## Problem requirements
What is the number of lines in these records that hold the word "Overbrook"? Reply with that number alone.

## Given information
┄┄┄┄┄┄

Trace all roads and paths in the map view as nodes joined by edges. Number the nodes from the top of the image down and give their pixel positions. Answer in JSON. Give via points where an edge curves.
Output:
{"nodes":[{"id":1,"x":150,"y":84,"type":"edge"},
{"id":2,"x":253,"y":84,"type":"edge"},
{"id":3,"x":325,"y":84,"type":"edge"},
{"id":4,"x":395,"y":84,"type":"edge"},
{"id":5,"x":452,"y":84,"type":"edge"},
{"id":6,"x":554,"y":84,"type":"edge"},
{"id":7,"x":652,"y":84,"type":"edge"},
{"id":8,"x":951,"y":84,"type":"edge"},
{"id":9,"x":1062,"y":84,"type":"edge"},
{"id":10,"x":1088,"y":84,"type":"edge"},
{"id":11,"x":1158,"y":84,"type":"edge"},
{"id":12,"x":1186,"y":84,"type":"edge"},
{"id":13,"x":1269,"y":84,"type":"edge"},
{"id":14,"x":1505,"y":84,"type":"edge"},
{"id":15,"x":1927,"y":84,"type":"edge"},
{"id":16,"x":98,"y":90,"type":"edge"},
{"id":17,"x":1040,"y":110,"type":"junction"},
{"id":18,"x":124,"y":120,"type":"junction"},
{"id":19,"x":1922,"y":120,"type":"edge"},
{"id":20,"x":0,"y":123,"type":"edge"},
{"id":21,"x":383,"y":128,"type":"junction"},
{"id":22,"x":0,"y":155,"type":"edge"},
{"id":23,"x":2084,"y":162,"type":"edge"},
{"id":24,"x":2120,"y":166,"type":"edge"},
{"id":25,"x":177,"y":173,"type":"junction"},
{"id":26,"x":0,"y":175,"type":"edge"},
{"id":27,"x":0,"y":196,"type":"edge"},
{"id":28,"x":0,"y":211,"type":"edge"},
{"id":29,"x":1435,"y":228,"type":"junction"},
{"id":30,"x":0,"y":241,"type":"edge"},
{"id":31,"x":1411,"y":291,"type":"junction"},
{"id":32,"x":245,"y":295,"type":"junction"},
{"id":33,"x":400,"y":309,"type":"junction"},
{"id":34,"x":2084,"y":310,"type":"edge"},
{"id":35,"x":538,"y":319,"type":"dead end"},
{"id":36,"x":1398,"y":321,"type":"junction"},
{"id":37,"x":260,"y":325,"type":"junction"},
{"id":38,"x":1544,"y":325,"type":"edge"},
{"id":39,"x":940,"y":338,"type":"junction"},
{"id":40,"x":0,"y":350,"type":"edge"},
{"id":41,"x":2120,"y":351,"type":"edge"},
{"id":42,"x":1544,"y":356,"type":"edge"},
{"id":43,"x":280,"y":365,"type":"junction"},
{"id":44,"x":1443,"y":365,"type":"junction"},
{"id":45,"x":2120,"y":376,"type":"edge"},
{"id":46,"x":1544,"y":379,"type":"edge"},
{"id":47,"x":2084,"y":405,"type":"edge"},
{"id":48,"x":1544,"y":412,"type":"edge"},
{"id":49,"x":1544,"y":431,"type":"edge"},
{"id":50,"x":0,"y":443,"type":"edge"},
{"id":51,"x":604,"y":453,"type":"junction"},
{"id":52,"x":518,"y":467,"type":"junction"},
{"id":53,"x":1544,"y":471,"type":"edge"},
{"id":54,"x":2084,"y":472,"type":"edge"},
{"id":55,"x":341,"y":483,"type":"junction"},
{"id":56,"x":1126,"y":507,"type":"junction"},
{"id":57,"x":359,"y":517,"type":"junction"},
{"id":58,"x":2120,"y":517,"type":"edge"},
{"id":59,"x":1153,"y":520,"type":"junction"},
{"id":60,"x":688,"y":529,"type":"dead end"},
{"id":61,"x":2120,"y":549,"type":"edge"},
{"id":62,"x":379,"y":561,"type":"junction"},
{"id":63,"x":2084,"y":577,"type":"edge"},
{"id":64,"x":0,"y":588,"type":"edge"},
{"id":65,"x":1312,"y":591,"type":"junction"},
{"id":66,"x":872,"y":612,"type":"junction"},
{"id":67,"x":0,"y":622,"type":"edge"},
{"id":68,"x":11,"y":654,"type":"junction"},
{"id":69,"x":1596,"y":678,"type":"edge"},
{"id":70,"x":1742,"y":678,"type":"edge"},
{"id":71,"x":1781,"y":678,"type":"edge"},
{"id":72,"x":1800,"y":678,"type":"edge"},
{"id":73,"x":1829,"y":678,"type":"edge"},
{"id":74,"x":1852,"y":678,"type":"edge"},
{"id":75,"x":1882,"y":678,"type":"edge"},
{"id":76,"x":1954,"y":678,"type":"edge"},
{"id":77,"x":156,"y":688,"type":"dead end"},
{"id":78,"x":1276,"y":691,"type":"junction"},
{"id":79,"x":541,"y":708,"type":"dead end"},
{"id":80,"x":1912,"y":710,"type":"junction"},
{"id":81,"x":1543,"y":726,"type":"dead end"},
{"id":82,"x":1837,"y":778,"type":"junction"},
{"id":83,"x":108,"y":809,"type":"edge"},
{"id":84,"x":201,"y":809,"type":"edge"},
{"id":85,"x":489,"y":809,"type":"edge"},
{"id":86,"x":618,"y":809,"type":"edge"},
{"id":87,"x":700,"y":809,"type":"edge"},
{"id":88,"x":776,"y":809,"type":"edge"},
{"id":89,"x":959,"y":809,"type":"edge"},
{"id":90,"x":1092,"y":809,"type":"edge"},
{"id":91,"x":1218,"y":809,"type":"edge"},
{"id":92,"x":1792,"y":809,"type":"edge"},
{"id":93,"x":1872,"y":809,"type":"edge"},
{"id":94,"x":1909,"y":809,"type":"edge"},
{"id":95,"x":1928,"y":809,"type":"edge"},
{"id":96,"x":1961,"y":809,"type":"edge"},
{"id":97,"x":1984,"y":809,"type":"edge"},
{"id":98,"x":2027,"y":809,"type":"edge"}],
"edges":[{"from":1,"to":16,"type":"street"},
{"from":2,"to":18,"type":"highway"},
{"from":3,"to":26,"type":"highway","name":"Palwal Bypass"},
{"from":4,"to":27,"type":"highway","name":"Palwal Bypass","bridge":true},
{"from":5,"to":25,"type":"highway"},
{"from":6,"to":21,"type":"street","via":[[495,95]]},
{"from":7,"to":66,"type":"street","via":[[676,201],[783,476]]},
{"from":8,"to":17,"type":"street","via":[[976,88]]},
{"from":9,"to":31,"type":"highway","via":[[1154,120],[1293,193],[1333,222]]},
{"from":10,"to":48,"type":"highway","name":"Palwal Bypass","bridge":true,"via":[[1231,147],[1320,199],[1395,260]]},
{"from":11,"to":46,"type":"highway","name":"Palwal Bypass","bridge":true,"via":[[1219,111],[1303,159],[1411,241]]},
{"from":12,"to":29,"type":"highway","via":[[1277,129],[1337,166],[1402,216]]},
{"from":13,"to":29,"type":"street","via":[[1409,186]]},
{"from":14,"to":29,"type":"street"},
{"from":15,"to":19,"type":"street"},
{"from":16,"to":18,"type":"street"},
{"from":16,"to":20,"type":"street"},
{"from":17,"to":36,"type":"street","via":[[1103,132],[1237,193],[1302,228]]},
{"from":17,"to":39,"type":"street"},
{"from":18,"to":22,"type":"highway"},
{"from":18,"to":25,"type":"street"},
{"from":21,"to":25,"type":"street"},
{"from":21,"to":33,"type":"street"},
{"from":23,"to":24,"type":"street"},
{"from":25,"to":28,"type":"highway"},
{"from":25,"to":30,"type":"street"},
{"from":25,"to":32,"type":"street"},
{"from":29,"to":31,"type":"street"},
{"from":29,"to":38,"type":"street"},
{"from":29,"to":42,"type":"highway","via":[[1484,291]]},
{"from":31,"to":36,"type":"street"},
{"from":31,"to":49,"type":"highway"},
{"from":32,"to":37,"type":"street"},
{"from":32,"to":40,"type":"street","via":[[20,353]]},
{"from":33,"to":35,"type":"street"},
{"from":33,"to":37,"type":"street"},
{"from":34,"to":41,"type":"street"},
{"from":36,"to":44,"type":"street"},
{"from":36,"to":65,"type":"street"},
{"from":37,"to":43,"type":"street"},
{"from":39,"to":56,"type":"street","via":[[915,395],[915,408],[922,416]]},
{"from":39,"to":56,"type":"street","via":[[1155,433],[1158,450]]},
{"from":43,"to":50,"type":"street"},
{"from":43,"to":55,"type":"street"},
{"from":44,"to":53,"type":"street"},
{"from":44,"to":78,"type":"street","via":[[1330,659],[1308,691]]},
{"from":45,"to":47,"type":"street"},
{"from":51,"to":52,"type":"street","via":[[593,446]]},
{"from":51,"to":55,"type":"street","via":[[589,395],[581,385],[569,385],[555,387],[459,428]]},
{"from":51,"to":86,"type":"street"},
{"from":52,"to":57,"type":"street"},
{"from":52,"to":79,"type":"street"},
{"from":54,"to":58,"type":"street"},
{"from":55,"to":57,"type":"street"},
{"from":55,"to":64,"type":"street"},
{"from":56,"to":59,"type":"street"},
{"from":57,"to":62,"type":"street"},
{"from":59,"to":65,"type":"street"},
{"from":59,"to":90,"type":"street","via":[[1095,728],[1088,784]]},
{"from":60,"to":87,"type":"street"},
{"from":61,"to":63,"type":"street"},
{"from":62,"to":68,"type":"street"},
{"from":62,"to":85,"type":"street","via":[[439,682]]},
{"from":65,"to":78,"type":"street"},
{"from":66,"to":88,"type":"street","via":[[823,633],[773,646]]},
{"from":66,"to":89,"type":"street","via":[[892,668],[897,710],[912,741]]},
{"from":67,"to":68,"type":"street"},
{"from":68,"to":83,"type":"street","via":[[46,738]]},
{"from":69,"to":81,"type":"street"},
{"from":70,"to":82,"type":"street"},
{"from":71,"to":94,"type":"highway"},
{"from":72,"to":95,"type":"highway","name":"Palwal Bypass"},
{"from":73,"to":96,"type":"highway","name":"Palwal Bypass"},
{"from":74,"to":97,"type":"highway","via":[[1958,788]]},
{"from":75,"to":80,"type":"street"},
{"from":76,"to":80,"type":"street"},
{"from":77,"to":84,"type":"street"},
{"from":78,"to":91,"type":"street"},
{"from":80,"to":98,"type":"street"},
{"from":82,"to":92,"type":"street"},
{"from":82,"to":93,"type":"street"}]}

┄┄┄┄┄┄

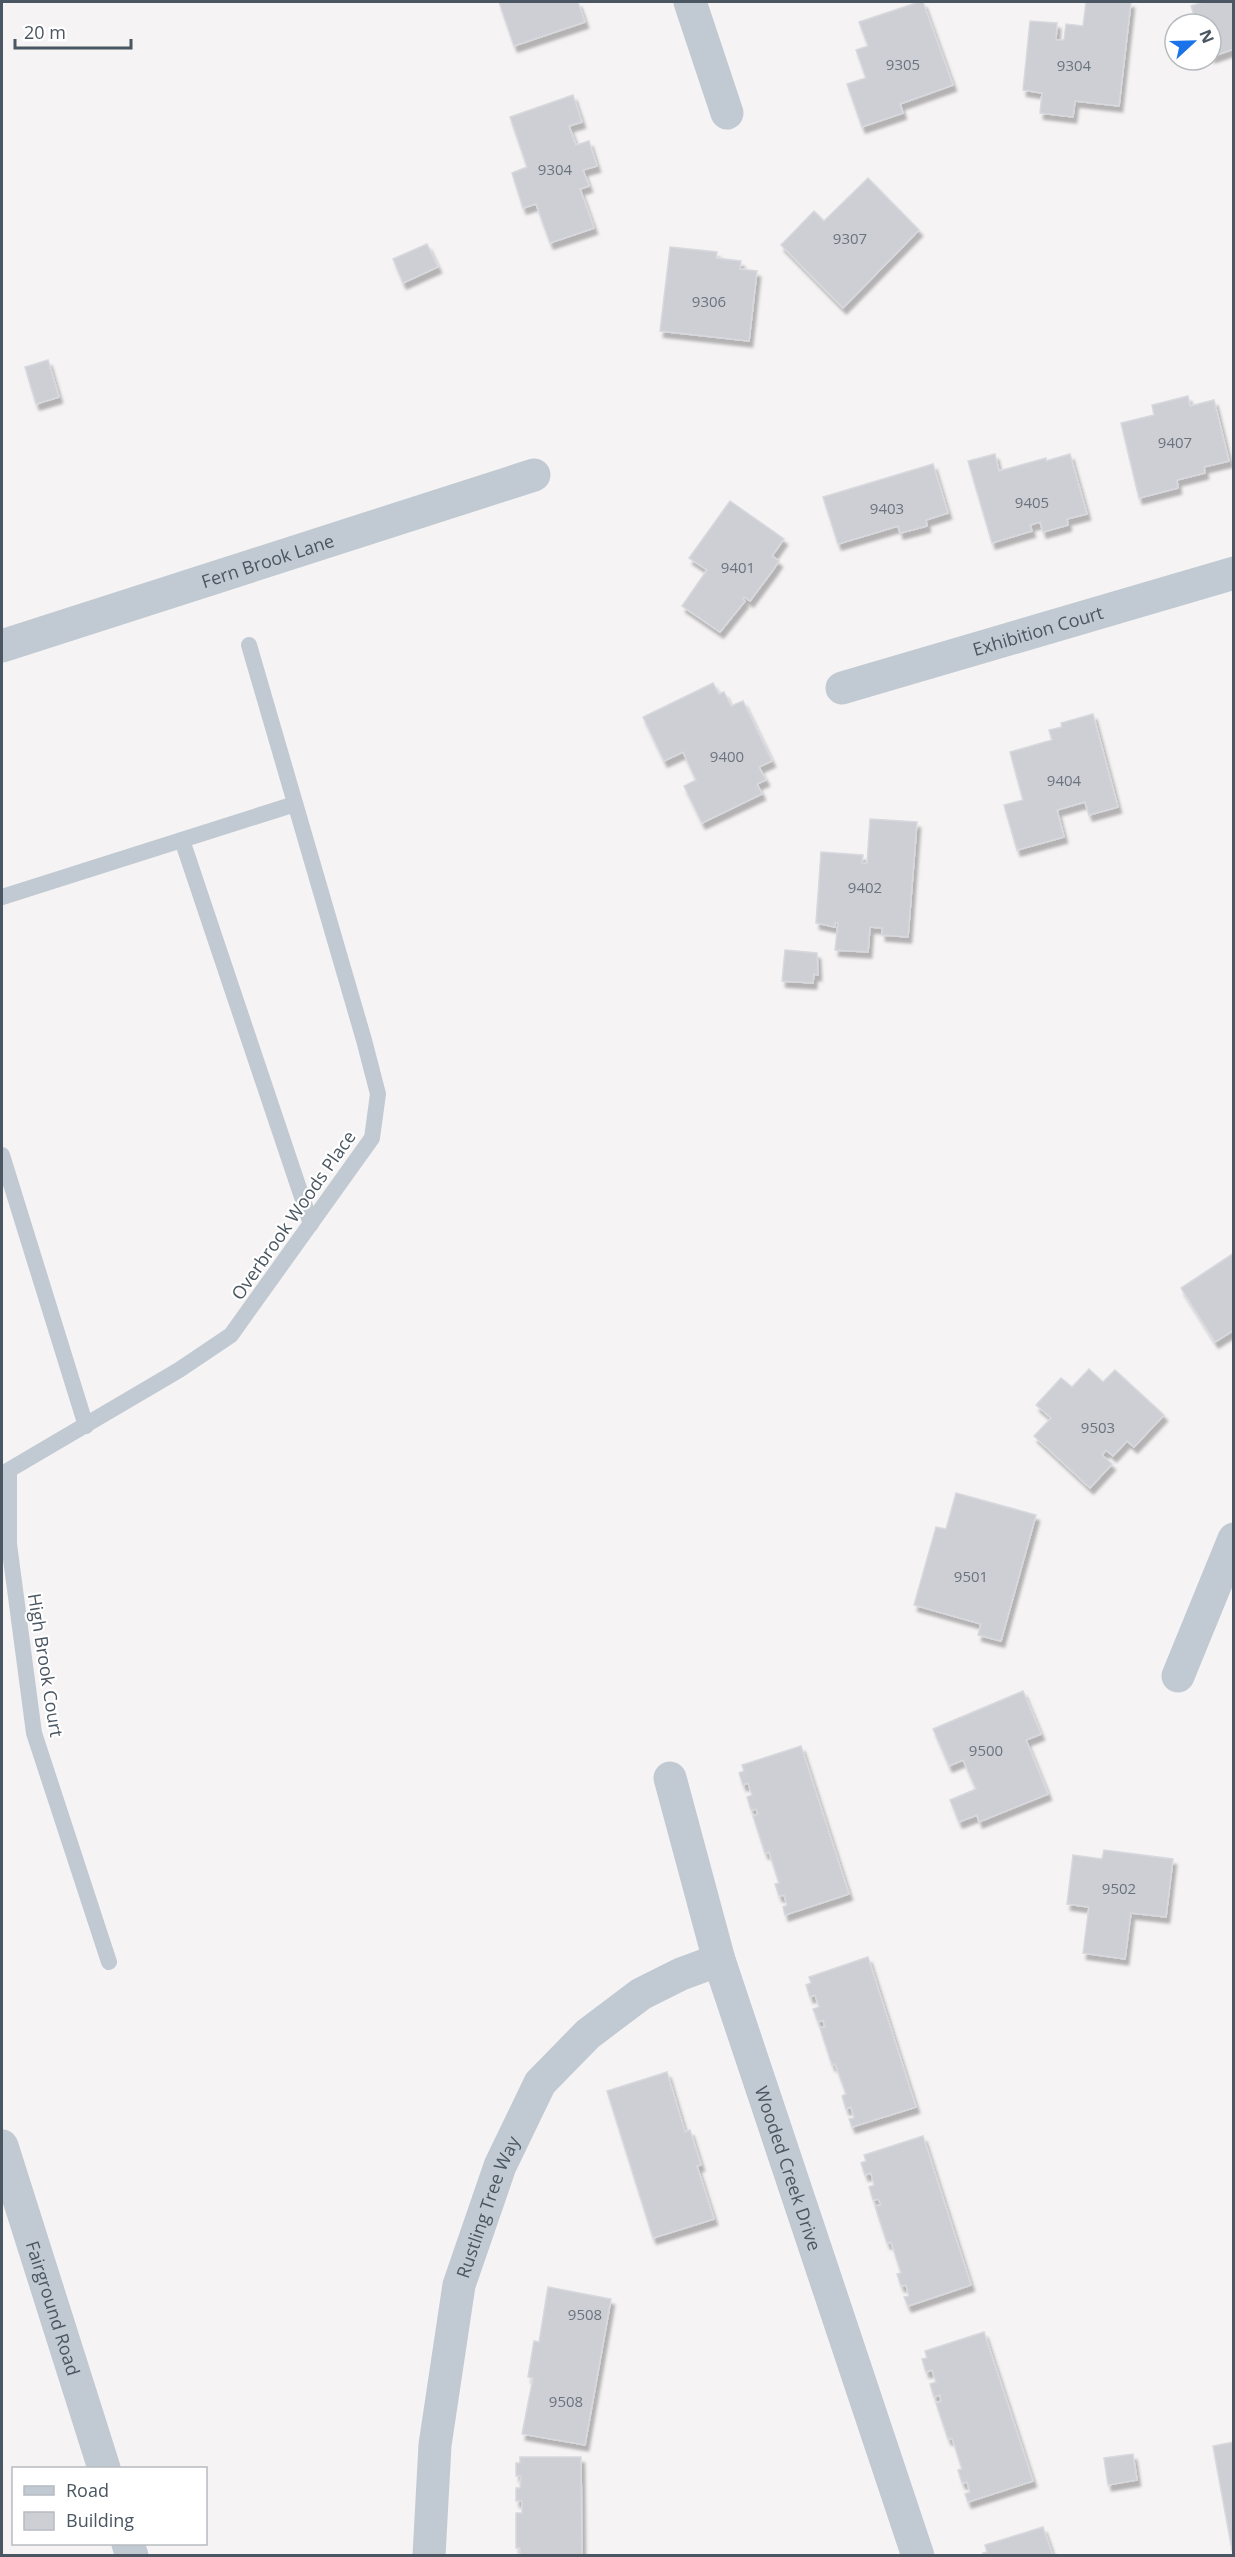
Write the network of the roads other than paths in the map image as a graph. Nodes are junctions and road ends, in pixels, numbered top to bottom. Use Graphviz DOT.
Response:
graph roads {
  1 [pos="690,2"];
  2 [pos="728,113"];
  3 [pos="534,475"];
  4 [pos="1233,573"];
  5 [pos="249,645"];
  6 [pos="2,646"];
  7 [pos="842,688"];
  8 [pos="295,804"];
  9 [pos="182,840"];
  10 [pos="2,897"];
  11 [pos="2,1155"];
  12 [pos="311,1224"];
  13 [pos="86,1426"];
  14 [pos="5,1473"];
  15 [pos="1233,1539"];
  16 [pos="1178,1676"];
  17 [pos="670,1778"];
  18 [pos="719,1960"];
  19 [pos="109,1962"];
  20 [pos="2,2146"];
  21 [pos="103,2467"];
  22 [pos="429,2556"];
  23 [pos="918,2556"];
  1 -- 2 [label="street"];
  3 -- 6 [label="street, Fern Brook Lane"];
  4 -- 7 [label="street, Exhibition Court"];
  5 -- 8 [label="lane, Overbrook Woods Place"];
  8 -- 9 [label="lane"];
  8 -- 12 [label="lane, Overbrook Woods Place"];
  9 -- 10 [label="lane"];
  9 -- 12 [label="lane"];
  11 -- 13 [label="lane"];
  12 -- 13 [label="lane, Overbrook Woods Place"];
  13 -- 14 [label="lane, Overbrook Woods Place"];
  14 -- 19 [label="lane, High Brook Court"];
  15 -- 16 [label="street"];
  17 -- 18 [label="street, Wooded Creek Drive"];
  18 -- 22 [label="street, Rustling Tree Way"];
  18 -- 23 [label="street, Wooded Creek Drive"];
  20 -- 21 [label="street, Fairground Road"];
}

┄┄┄┄┄┄

## Output
4